Dackin, 56, will start his new job in mid-August. The newly created position was funded by a $2.5-million grant from the J. P. Morgan Chase Foundation.
His annual salary will be $135,000. According to the college, Dackin will receive vacation and sick leave, but no other benefits.
"Columbus State has been a great partner for Reynoldsburg City Schools and between the two of us and other partners, we have been trying to make college more affordable for families," Dackin said. "I will be working on the goals of the Central Ohio Compact, which is a strategy to help bring more jobs to central Ohio."
Columbus State opened a regional learning center in January 2013 within BELL Academy at Reynoldsburg High School, allowing dual enrollment in college and high school courses for district students.
"This new role at Columbus State gives me the unique opportunity to use my knowledge and experience in the K-12 system to further develop college and career pathways for students," Dackin said.
Reynoldsburg was the first K-12 school to sign the Central Ohio Compact in September 2012. Now involving 15 central Ohio school districts, the Compact encourages area schools, college and business partnerships to provide affordable post-secondary education options.
The Compact's goal is to provide enough educational opportunities so that 60 percent of Ohioans obtain a post-secondary degree or certificate by 2025.
Dackin will help develop initiatives to attain that goal. He will also oversee established programs that include the AEP Credits Count program that provides career pathways for students in five Columbus City high schools; the Pathways to Prosperity program in the Reynoldsburg and Marysville districts that encourages workplace internships and dual enrollment in college and high school courses; and the FastPath/ Cougar Bridge program in the city of Columbus, which helps adults make the transition into the workforce.
Pam Bishop, executive director of the Columbus State Foundation, said she is happy to "have an experienced education leader at the helm."
"Steve Dackin will work to accelerate the alignment of regional workforce needs with educational pathways to ensure an increase in the number of students earning a post-secondary certificate or degree," she said.
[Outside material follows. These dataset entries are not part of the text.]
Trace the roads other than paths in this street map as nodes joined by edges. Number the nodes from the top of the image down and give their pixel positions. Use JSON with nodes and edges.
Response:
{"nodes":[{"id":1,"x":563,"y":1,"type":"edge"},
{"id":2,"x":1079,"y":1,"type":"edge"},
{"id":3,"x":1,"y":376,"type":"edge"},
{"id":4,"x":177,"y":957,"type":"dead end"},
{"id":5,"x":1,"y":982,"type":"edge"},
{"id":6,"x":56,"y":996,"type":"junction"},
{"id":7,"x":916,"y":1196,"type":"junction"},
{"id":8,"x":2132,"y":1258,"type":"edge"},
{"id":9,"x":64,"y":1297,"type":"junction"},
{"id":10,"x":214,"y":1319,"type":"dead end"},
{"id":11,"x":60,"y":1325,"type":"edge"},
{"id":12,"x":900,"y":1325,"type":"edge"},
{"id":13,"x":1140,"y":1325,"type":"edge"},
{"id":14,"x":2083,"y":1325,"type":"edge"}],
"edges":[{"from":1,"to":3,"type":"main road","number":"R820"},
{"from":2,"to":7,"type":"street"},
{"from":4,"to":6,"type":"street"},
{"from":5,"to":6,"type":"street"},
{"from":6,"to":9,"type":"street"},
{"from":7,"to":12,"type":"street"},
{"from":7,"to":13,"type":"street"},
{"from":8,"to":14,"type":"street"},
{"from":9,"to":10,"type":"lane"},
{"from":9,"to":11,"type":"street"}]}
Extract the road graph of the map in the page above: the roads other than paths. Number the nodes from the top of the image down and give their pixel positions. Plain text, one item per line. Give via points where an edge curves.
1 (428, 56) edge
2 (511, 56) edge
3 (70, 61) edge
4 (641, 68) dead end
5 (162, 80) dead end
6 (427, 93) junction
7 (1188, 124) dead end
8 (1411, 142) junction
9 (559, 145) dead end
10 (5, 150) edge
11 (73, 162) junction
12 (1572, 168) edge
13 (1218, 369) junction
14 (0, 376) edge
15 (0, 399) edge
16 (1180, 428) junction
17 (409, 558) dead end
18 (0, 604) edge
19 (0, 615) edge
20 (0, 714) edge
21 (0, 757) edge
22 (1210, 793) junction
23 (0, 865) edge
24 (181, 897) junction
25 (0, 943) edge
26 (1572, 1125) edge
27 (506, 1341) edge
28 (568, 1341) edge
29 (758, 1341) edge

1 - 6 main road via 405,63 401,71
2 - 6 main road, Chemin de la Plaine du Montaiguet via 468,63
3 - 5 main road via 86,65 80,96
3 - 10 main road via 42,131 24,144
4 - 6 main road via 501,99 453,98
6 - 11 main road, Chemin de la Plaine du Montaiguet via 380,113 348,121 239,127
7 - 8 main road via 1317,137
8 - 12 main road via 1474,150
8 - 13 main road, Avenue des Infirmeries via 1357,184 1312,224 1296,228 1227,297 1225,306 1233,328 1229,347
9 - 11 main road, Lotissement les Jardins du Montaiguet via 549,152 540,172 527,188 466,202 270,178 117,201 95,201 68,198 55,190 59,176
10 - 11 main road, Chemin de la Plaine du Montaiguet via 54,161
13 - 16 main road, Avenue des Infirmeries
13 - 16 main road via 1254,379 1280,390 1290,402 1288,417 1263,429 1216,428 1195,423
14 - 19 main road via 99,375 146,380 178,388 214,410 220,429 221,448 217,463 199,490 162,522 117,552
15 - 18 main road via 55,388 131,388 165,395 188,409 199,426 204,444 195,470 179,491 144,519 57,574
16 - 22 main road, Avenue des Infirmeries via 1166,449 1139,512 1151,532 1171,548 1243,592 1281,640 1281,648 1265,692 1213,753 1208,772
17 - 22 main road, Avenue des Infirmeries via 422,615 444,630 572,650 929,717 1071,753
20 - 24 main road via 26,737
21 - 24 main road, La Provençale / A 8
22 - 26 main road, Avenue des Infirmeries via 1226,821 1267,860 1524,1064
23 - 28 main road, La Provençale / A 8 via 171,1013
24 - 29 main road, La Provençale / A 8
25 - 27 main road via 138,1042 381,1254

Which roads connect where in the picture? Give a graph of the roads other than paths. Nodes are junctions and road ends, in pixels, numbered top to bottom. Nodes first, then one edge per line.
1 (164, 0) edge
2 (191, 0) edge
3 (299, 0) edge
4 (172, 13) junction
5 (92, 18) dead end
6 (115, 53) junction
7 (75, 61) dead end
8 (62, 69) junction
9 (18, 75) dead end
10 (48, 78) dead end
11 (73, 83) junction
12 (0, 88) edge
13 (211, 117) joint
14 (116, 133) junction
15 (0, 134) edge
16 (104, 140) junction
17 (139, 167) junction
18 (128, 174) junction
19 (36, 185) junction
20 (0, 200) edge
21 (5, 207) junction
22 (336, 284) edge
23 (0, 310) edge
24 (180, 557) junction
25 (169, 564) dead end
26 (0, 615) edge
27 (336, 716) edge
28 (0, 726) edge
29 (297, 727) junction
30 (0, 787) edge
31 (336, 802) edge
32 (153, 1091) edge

Dackin said he has developed a "great partnership" with Columbus State President David Harrison.
"That partnership has brought a great vision to our region and a lot of K-12 partners and employers," Dackin said. "It has also brought many opportunities for kids to work toward post-secondary degrees."
Dackin said he will miss the people he has gotten to know in the Reynoldsburg district but is excited for the next chapter in his career.
"I have lived in Reynoldsburg for the past 18 years," he said. "Both my daughters have gone through Reynoldsburg schools and it is a pretty special place to me.
"It's difficult to leave Reynoldsburg schools, but I feel blessed to have been a part of it," he said. "The school district is in great hands. We have been fortunate over many years to have a board of education that understands the needs of the community."
The Reynoldsburg school board in January named Tina Thomas-Manning to succeed Dackin as superintendent.
Dackin has been superintendent in Reynoldsburg since 2007. Before that, he served two years as the district's assistant superintendent and as principal for six years at Reynoldsburg High School, beginning in 1995. He also was director of Ohio's regional school improvement services and was executive director of secondary curriculum and instruction for Westerville City Schools.